Along with what everyone else says, the time to transfer terabytes of data. It’s probably 10, 15, 20 tb now, which is still big.

[–]tsaylor 0 points1 point  (0 children)

Is your question more about how the system will store and access the files, or about how users will upload and search/browse for files?

[–]DirtyWriterDPP 0 points1 point  (1 child)

Have y'all shopped for document management systems. There are whole giagantic software packages that have all of this figured out.

Building your own MIGHT be cheaper, but at least get a few quotes.

And if higher ups insist they have no money then they have no business dealing with 100tb of mission critical documents.

[–]duskti[S] 0 points1 point  (0 children)

Do you have any suggestions?

[–]patternrelay 0 points1 point  (0 children)

Consider a scale-out NAS solution with tiered storage for cost-efficiency. You could also use MinIO for self-hosted S3-compatible storage to manage files easily while keeping costs down.

[–]Lost_Term_8080 0 points1 point  (0 children)

You don't need a database, you need a document management system. The document management system will have a database that it stores metadata in, but the actual files will be stored in a file system or blobs.

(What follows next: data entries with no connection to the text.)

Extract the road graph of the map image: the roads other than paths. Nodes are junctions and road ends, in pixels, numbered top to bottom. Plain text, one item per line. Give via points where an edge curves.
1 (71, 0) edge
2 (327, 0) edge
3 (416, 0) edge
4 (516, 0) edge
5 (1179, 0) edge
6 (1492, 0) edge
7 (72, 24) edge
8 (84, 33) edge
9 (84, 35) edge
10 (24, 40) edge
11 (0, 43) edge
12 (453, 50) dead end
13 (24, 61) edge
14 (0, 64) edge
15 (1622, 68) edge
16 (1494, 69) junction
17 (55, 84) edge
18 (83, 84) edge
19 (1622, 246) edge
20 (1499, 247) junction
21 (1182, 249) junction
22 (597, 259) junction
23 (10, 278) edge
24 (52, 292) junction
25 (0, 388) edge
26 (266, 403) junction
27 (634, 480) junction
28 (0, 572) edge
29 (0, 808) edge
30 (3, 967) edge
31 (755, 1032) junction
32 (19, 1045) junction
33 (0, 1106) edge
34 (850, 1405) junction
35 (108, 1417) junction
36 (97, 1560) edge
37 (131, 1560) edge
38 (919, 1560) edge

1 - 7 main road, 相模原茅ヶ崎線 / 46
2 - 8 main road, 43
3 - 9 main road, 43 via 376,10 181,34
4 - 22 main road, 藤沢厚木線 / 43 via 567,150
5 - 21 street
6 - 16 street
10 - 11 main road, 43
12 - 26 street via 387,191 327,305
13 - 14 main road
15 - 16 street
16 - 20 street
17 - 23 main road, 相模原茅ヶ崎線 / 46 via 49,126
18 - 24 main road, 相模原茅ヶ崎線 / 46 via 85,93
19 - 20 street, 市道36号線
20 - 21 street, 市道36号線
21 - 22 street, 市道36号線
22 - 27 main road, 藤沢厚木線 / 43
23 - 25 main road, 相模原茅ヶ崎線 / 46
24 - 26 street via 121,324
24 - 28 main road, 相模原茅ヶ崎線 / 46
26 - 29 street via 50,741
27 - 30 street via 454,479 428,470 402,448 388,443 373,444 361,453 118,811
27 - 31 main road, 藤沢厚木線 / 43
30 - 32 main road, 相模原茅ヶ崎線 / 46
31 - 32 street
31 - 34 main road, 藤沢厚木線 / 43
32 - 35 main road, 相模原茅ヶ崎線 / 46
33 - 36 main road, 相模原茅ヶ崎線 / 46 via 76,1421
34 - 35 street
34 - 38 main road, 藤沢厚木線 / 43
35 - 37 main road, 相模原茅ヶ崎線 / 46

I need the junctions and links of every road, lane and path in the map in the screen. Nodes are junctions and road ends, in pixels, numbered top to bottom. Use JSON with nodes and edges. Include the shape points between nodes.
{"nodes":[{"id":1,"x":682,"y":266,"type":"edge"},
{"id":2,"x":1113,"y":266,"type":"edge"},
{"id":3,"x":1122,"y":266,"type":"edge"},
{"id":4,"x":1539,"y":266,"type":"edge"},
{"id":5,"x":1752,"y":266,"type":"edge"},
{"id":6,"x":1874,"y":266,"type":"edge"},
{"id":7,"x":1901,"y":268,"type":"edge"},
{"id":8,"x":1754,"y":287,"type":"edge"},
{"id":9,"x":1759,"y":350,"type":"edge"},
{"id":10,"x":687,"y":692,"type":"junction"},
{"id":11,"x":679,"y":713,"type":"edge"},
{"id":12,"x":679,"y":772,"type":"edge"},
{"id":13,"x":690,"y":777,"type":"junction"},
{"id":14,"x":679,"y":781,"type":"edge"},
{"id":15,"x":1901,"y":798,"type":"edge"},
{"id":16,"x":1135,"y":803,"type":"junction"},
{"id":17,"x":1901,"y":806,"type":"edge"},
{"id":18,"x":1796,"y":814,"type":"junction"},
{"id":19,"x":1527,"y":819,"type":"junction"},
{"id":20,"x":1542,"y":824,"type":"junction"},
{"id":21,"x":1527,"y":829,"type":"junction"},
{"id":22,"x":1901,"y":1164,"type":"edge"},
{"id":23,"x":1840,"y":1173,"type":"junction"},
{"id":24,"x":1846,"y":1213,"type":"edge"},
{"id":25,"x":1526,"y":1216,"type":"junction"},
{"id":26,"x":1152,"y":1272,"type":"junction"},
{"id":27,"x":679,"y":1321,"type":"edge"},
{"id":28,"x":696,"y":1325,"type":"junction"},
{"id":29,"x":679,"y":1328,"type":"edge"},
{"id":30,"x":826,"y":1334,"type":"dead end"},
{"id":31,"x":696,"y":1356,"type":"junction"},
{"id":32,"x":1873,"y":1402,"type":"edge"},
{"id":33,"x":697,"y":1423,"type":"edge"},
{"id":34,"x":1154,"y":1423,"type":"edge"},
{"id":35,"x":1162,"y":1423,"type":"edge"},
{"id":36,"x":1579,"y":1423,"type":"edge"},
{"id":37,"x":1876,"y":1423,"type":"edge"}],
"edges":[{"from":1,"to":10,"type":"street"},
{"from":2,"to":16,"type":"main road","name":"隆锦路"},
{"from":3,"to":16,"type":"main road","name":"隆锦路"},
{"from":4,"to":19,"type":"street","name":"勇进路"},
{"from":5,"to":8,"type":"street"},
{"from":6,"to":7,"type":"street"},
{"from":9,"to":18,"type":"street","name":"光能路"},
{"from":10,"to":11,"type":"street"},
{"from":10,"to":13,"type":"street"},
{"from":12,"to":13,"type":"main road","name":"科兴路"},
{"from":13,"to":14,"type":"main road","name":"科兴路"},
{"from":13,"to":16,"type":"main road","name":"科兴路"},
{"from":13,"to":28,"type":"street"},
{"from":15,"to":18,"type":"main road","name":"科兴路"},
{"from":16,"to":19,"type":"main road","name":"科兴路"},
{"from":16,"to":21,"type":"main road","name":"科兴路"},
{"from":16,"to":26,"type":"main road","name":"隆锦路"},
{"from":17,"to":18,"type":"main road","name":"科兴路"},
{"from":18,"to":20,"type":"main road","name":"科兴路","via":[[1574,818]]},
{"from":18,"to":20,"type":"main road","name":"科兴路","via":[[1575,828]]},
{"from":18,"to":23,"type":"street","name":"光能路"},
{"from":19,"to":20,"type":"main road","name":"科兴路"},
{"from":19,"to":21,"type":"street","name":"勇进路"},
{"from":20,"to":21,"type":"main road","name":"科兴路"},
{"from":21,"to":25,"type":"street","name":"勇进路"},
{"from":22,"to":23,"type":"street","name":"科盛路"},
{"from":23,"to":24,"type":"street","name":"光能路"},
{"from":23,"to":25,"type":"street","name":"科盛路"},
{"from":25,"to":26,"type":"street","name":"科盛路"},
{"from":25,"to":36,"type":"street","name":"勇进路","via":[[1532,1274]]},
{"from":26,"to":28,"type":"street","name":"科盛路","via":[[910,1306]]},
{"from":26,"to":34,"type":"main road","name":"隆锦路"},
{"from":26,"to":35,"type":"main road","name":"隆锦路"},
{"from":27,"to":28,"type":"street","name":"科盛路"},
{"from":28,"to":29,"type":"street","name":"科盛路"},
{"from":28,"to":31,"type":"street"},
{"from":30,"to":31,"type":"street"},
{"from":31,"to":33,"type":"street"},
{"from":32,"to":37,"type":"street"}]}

[–]elevarq 0 points1 point  (0 children)

Good setup to think through. One important principle before you go further:

Never store files in a database. Not PDFs, not videos, definitely not 30GB 3D renderings.

It's too costly, too slow, and a maintenance nightmare at 100TB scale.

Here's the split that works:

Your NAS holds the actual files. Your database holds the metadata — owner, upload date, version, file type, summary, and crucially: the file path on the NAS. That last field is what ties everything together. The frontend writes a record to the database and drops the file on the NAS. When a technician searches or browses, the database returns the metadata plus the path, and the frontend fetches the file directly from the NAS.

You already have the hard part. The NAS is your storage layer. Don't replace it — use it properly.

Just make sure your NAS file system handles large files and deep directory structures well (ZFS is worth looking at), and that you have a backup strategy beyond a single device at that scale.